Instructions for the task =
Return each of the entries below precisely as it appears.

Stored data entries:
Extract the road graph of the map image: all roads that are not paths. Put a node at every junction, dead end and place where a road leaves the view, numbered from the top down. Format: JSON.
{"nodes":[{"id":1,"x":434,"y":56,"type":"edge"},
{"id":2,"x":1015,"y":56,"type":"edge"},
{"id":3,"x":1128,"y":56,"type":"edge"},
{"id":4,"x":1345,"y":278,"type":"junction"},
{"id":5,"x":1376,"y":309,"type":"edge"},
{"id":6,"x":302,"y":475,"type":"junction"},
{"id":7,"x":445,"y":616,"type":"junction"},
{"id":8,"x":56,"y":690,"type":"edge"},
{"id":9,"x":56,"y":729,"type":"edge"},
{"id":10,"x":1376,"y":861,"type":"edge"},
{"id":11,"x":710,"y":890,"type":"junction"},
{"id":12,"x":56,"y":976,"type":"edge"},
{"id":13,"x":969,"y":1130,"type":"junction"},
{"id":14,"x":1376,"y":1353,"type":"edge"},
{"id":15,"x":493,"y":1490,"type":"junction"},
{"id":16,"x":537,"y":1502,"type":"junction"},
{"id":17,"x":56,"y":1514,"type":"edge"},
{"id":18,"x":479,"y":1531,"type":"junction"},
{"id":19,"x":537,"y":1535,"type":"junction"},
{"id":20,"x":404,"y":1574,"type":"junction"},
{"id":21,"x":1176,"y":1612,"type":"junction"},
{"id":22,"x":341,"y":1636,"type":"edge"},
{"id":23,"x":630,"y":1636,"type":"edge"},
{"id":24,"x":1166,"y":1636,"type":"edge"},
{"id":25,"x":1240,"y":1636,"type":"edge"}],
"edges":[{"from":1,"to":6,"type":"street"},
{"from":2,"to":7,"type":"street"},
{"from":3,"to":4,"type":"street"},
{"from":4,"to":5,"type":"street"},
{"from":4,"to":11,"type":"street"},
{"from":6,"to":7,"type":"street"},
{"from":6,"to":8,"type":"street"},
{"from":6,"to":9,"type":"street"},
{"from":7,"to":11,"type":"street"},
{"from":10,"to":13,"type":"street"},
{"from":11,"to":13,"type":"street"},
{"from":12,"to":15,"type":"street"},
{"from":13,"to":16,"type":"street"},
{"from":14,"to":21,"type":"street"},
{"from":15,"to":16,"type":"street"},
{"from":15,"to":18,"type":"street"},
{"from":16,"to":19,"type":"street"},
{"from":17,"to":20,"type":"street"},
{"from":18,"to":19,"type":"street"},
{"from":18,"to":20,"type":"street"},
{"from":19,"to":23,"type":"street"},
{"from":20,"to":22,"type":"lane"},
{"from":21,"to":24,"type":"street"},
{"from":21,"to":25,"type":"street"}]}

Completed task =
Extract the road graph of the map image: all roads that are not paths. Put a node at every junction, dead end and place where a road leaves the view, numbered from the top down. Format: JSON.
{"nodes":[{"id":1,"x":434,"y":56,"type":"edge"},
{"id":2,"x":1015,"y":56,"type":"edge"},
{"id":3,"x":1128,"y":56,"type":"edge"},
{"id":4,"x":1345,"y":278,"type":"junction"},
{"id":5,"x":1376,"y":309,"type":"edge"},
{"id":6,"x":302,"y":475,"type":"junction"},
{"id":7,"x":445,"y":616,"type":"junction"},
{"id":8,"x":56,"y":690,"type":"edge"},
{"id":9,"x":56,"y":729,"type":"edge"},
{"id":10,"x":1376,"y":861,"type":"edge"},
{"id":11,"x":710,"y":890,"type":"junction"},
{"id":12,"x":56,"y":976,"type":"edge"},
{"id":13,"x":969,"y":1130,"type":"junction"},
{"id":14,"x":1376,"y":1353,"type":"edge"},
{"id":15,"x":493,"y":1490,"type":"junction"},
{"id":16,"x":537,"y":1502,"type":"junction"},
{"id":17,"x":56,"y":1514,"type":"edge"},
{"id":18,"x":479,"y":1531,"type":"junction"},
{"id":19,"x":537,"y":1535,"type":"junction"},
{"id":20,"x":404,"y":1574,"type":"junction"},
{"id":21,"x":1176,"y":1612,"type":"junction"},
{"id":22,"x":341,"y":1636,"type":"edge"},
{"id":23,"x":630,"y":1636,"type":"edge"},
{"id":24,"x":1166,"y":1636,"type":"edge"},
{"id":25,"x":1240,"y":1636,"type":"edge"}],
"edges":[{"from":1,"to":6,"type":"street"},
{"from":2,"to":7,"type":"street"},
{"from":3,"to":4,"type":"street"},
{"from":4,"to":5,"type":"street"},
{"from":4,"to":11,"type":"street"},
{"from":6,"to":7,"type":"street"},
{"from":6,"to":8,"type":"street"},
{"from":6,"to":9,"type":"street"},
{"from":7,"to":11,"type":"street"},
{"from":10,"to":13,"type":"street"},
{"from":11,"to":13,"type":"street"},
{"from":12,"to":15,"type":"street"},
{"from":13,"to":16,"type":"street"},
{"from":14,"to":21,"type":"street"},
{"from":15,"to":16,"type":"street"},
{"from":15,"to":18,"type":"street"},
{"from":16,"to":19,"type":"street"},
{"from":17,"to":20,"type":"street"},
{"from":18,"to":19,"type":"street"},
{"from":18,"to":20,"type":"street"},
{"from":19,"to":23,"type":"street"},
{"from":20,"to":22,"type":"lane"},
{"from":21,"to":24,"type":"street"},
{"from":21,"to":25,"type":"street"}]}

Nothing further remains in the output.